What needs to be done: Select from the data all lines with the word "dead".

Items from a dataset
#####
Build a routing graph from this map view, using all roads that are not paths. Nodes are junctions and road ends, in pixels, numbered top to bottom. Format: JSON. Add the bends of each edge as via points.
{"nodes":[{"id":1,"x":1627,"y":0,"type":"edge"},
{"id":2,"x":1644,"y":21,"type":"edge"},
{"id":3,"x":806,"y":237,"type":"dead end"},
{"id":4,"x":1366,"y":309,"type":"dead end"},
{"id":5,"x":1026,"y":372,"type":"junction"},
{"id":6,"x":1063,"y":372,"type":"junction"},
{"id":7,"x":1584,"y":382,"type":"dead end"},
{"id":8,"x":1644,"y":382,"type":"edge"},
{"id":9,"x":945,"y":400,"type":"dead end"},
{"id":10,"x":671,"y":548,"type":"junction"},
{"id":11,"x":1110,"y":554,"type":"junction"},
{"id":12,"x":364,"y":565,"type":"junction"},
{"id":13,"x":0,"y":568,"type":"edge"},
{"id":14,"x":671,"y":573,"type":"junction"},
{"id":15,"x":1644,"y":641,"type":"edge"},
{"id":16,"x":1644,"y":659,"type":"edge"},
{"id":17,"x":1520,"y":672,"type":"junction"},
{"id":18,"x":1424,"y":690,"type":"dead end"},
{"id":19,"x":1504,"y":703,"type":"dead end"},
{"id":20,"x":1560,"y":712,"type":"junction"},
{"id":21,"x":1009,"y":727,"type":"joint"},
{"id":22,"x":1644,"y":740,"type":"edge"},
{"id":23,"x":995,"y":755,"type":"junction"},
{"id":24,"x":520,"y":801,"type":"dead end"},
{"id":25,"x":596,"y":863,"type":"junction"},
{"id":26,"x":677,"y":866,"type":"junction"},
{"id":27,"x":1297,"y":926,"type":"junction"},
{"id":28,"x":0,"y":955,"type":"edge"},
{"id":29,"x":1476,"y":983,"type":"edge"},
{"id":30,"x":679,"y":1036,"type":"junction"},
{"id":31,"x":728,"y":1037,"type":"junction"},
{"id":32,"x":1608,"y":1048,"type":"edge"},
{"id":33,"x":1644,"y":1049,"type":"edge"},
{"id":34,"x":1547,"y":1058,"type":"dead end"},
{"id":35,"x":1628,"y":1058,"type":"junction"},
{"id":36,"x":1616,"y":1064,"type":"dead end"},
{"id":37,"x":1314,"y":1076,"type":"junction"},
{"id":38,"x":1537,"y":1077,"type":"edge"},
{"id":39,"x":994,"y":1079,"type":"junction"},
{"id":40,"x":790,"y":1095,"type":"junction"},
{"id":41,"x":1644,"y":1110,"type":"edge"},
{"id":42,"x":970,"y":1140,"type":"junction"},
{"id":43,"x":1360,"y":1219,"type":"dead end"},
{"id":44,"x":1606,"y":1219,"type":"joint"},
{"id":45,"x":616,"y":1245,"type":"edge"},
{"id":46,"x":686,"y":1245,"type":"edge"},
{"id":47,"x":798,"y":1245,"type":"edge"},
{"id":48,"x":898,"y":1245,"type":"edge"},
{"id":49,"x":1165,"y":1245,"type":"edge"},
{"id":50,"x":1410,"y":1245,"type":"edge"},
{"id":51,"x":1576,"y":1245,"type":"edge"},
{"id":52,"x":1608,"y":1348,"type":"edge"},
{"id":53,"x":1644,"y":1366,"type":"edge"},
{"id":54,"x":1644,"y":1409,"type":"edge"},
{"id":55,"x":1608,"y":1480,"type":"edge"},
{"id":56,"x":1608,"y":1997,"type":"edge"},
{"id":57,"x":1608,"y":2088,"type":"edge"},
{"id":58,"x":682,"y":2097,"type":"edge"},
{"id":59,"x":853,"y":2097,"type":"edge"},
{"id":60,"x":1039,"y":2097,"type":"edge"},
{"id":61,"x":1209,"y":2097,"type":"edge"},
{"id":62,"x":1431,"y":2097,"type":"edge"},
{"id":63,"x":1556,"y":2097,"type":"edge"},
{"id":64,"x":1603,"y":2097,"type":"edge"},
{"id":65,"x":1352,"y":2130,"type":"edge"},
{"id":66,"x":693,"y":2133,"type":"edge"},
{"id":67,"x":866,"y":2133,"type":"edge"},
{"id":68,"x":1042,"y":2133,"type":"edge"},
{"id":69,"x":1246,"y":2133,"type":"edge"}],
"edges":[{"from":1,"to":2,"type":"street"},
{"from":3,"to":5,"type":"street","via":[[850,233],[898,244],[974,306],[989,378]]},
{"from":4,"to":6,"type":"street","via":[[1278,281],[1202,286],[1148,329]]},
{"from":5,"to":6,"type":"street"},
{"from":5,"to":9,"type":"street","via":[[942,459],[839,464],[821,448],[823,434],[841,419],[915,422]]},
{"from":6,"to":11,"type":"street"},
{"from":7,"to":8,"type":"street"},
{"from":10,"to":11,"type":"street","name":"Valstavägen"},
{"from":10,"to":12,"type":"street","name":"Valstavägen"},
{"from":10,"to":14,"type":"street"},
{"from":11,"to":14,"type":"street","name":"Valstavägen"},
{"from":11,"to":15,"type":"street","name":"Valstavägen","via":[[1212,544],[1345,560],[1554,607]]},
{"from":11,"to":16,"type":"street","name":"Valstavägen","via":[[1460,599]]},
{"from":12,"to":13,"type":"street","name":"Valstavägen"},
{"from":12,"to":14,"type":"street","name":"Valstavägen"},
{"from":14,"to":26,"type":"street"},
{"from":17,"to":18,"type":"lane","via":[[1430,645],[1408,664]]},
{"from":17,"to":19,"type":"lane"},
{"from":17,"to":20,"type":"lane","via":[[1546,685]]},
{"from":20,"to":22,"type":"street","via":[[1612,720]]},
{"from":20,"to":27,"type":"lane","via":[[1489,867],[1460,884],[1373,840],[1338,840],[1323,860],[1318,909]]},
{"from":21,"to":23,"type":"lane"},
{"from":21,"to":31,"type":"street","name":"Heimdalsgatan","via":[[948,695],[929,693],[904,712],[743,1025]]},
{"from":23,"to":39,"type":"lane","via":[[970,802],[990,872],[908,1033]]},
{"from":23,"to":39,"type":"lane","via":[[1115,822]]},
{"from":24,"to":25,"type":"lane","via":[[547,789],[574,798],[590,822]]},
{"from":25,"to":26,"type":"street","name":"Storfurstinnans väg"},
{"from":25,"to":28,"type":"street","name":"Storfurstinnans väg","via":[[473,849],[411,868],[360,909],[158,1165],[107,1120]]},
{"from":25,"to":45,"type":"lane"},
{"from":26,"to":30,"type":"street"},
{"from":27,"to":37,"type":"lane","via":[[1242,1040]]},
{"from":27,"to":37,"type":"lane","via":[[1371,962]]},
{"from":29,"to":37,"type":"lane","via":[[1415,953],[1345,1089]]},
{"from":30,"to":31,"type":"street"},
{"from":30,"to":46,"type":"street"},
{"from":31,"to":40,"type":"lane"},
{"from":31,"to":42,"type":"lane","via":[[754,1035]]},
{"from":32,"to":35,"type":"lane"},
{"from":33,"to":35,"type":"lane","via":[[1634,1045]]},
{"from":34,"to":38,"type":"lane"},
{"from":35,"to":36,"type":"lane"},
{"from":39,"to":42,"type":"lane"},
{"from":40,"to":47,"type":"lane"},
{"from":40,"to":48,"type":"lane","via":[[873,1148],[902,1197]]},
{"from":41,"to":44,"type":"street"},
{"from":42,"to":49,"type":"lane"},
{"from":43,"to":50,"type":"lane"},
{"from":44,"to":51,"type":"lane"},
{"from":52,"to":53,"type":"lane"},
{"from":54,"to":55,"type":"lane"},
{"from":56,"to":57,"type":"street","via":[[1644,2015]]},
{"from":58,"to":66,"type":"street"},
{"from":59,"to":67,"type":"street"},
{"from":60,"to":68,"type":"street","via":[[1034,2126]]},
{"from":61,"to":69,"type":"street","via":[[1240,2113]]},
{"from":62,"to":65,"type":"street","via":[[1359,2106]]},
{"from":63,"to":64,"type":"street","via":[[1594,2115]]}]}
#####
Result of the task:
{"id":3,"x":806,"y":237,"type":"dead end"},
{"id":4,"x":1366,"y":309,"type":"dead end"},
{"id":7,"x":1584,"y":382,"type":"dead end"},
{"id":9,"x":945,"y":400,"type":"dead end"},
{"id":18,"x":1424,"y":690,"type":"dead end"},
{"id":19,"x":1504,"y":703,"type":"dead end"},
{"id":24,"x":520,"y":801,"type":"dead end"},
{"id":34,"x":1547,"y":1058,"type":"dead end"},
{"id":36,"x":1616,"y":1064,"type":"dead end"},
{"id":43,"x":1360,"y":1219,"type":"dead end"},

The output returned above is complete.